Durga Borkar, MD, MMCi, discussed the FARETINA-DME study during the 2023 ASRS meeting in Seattle, Washington.
Durga Borkar, MD, MMCi, spoke about the FARETINA-DME study at the 2023 ASRS meeting in Seattle, Washington.
Editor's note - This transcript has been edited for clarity.
Hi, my name is Durga Borkar. I'm a vitreoretinal surgeon at Duke University. Thank you so much for the opportunity to share the exciting new results of the FARETINA-DME study. FARETINA-DME is the largest ongoing real-world data study utilizing data from the IRIS registry. IRIS registry is the American Academy of Ophthalmology's EHR registry containing data on over 75 million patients.
To be included in FARETINA-DME, patients had to have at least 1 injection of faricimab between February and September of 2022, and a documented diagnosis of diabetic macular oedema utilizing ICD codes. To be included in our visual acuity and extension analyses, we required that these patients had at least 6 months of follow up after their first faricimab injection and at least 4 faricimab injections in the follow up period.
When we looked at our cohort, we identified over 28,000 patient eyes in the IRIS registry that had an injection of faricimab. After applying all ie criteria, and making sure that all real data was available, there were over 3,000 patients eyes that were eligible for inclusion and FARETINA-DME. What was interesting is that only 12.5% of these patient eyes were treatment naive. We define that as patient eyes that had no anti-VEGF treatment in the 12 months prior to the index state.

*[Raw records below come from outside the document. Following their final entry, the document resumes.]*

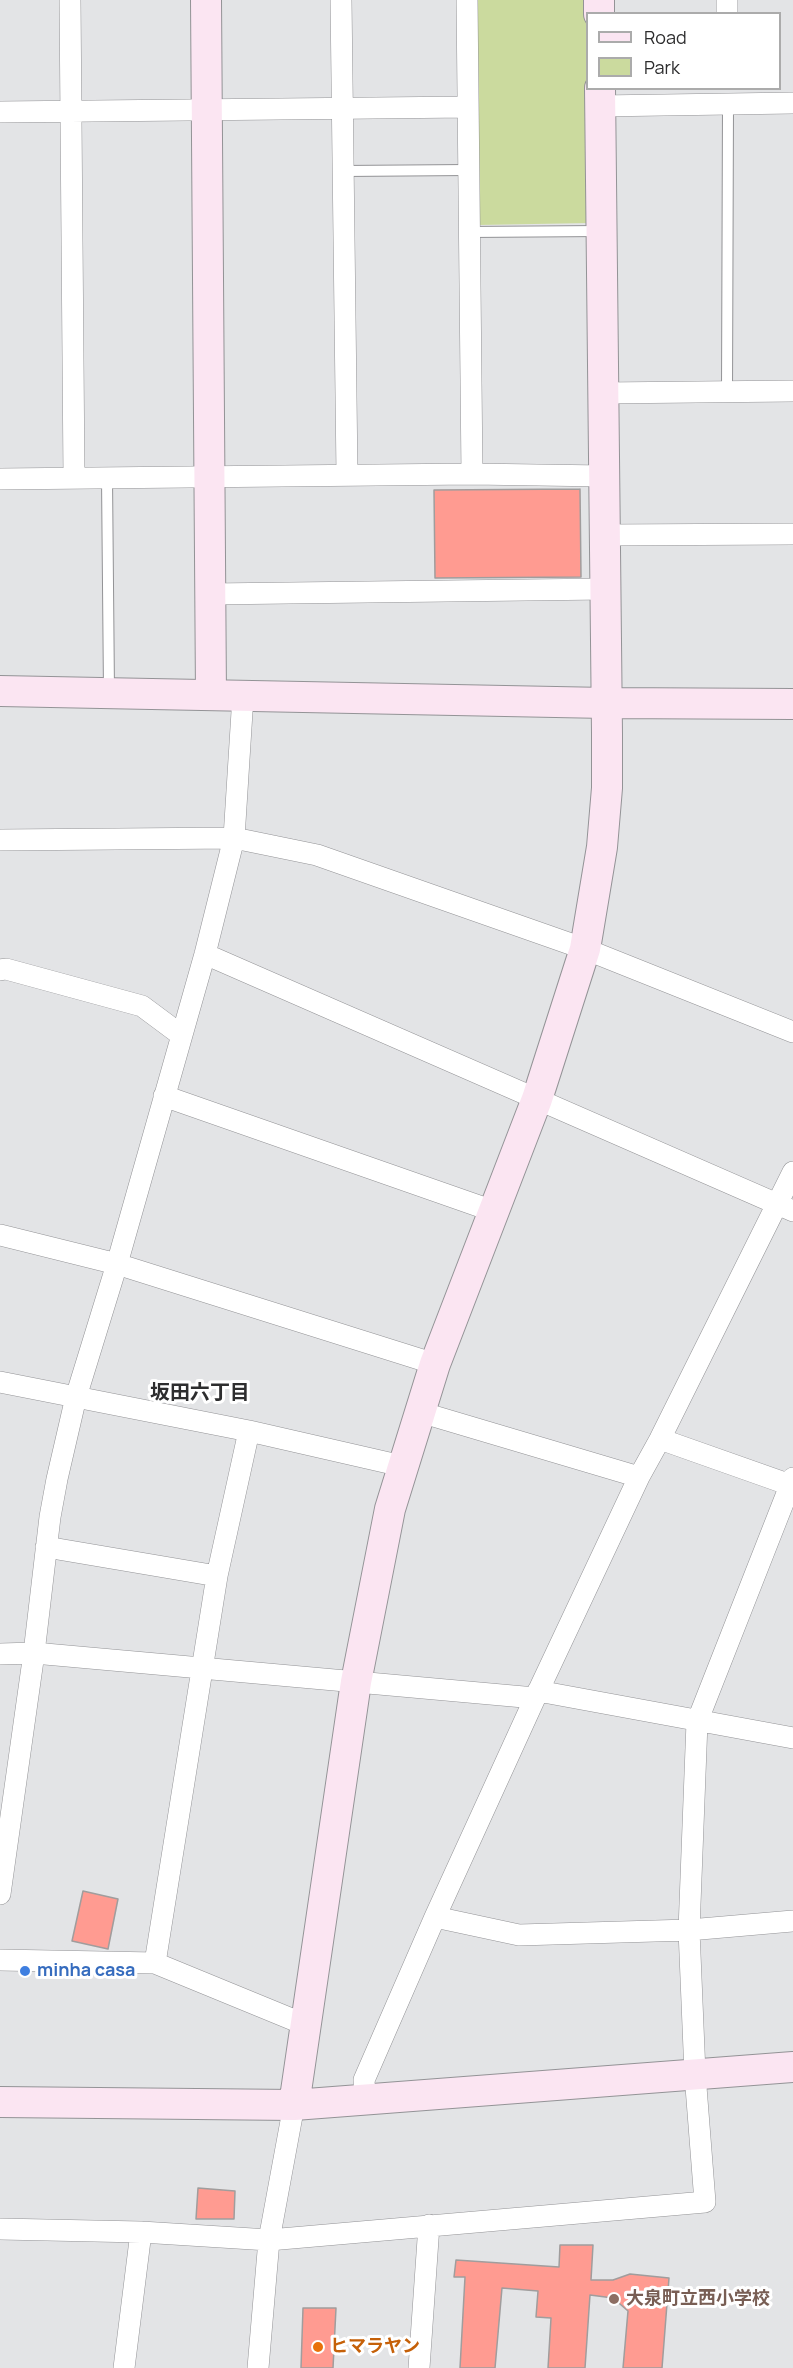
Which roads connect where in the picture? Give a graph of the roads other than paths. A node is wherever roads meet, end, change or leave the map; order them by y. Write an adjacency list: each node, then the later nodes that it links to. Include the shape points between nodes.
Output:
1 (70, 0): 11 (street)
2 (206, 0): 10 (street)
3 (341, 0): 9 (street)
4 (467, 0): 8 (street)
5 (600, 97): 6 (street); 15 (street)
6 (728, 97): 7 (street); 18 (lane)
7 (793, 103)
8 (468, 107): 9 (street); 13 (street)
9 (342, 108): 10 (street); 14 (street)
10 (207, 110): 11 (street); 24 (street)
11 (71, 111): 12 (street); 23 (street)
12 (0, 112)
13 (468, 170): 14 (lane); 16 (street)
14 (343, 171): 20 (street)
15 (602, 231): 16 (lane); 19 (street)
16 (469, 232): 21 (street)
17 (793, 391): 18 (street)
18 (727, 392): 19 (street)
19 (603, 393): 22 (street)
20 (347, 474): 21 (street); 24 (street)
21 (471, 474): 22 (street)
22 (604, 476): 28 (street)
23 (75, 477): 25 (street); 26 (street)
24 (211, 477): 25 (street); 30 (street)
25 (107, 478): 32 (lane)
26 (0, 479)
27 (793, 534): 28 (street)
28 (606, 535): 29 (street)
29 (605, 589): 30 (street); 35 (street)
30 (211, 594): 33 (street)
31 (0, 692): 32 (street)
32 (109, 692): 33 (street)
33 (211, 695): 34 (street)
34 (243, 696): 35 (street); 37 (street)
35 (606, 703): 36 (street); 39 (street, via 607,788 602,847)
36 (793, 704)
37 (234, 838): 38 (street); 39 (street, via 317,855); 40 (street)
38 (0, 840)
39 (585, 949): 42 (street); 45 (street)
40 (204, 954): 43 (street); 45 (street)
41 (0, 970): 43 (street, via 142,1006)
42 (793, 1032)
43 (182, 1035): 44 (street)
44 (164, 1096): 48 (street); 50 (street)
45 (537, 1099): 47 (street); 48 (street)
46 (793, 1172): 47 (street)
47 (785, 1208): 56 (street, via 769,1216)
48 (493, 1211): 51 (street)
49 (0, 1234): 50 (street)
50 (117, 1264): 51 (street); 53 (street)
51 (435, 1364): 54 (street)
52 (0, 1382): 53 (street)
53 (76, 1397): 55 (street); 60 (street)
54 (420, 1412): 57 (street); 58 (street)
55 (249, 1431): 57 (street); 61 (street)
56 (660, 1439): 58 (street); 59 (street)
57 (402, 1466): 65 (street, via 378,1564)
58 (639, 1477): 66 (street)
59 (792, 1483): 67 (street)
60 (46, 1546): 61 (street); 62 (street)
61 (217, 1576): 64 (street)
62 (34, 1653): 63 (street); 64 (street); 69 (street)
63 (0, 1654)
64 (201, 1667): 65 (street); 74 (street)
65 (356, 1682): 66 (street); 75 (street)
66 (536, 1695): 67 (street); 70 (street)
67 (697, 1722): 68 (street); 72 (street)
68 (793, 1738)
69 (0, 1894)
70 (435, 1917): 72 (street, via 519,1935); 78 (street, via 364,2080)
71 (793, 1921): 72 (street)
72 (688, 1930): 77 (street)
73 (0, 1960): 74 (street)
74 (155, 1963): 75 (street)
75 (306, 2025): 80 (street)
76 (793, 2067): 77 (street)
77 (695, 2074): 78 (street); 81 (street, via 705,2202)
78 (365, 2100): 80 (street)
79 (0, 2102): 80 (street)
80 (294, 2105): 84 (street)
81 (429, 2225): 84 (street); 87 (street)
82 (0, 2229): 83 (street)
83 (141, 2232): 84 (street); 85 (street)
84 (269, 2240): 86 (street)
85 (124, 2368)
86 (258, 2368)
87 (419, 2368)

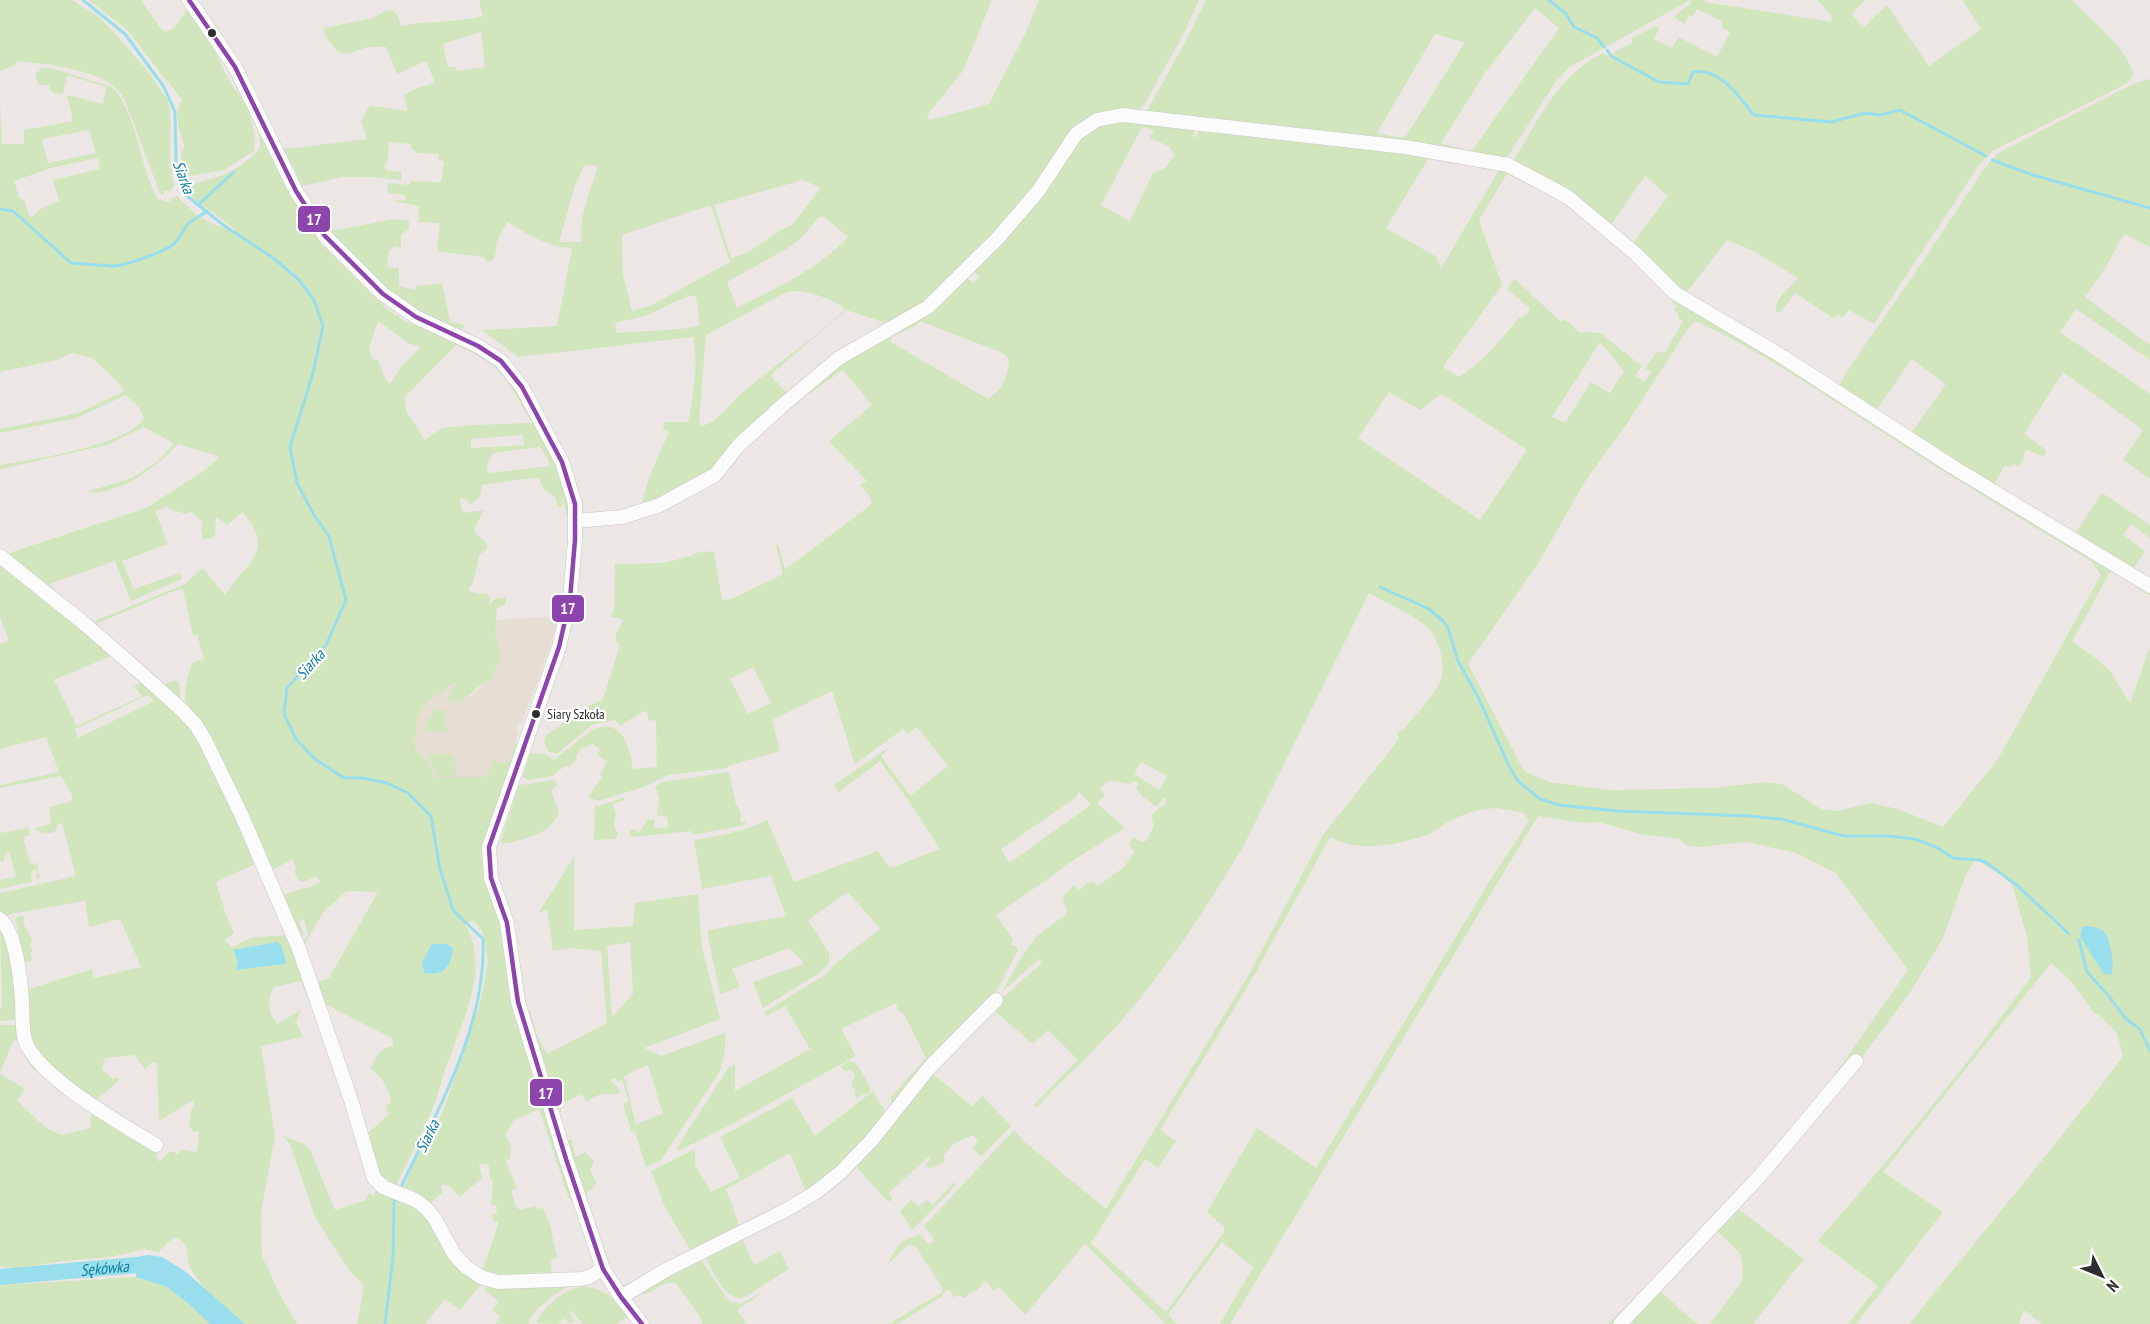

What we saw was that, on average, these patients were about 68 years old, predominantly Caucasian population, and their primary insurance status was Medicare. When we looked at the visual acuity, we saw that they actually had relatively good visual acuity compared to clinical trials. Approximately half of both treatment-experienced and treatment-naive eyes had 20/40 or better best documented visual acuity.
The treatment-naive eyes ended up gaining approximately 4 letters of visual acuity between the first injection and the third injection. Treatment-experienced eyes remained about the same.
The interval extension analysis was even more interesting. We saw that approximately 62% of treatment-experienced and treatment-naive eyes were able to extend their injection interval beyond 6 weeks within the first 1 to 2 injections. What this study showed us is that early durability results are quite impressive for faricimab. And we look forward to allowing the dataset to mature to gain additional results on both durability, safety and some anatomical outcomes. Thank you.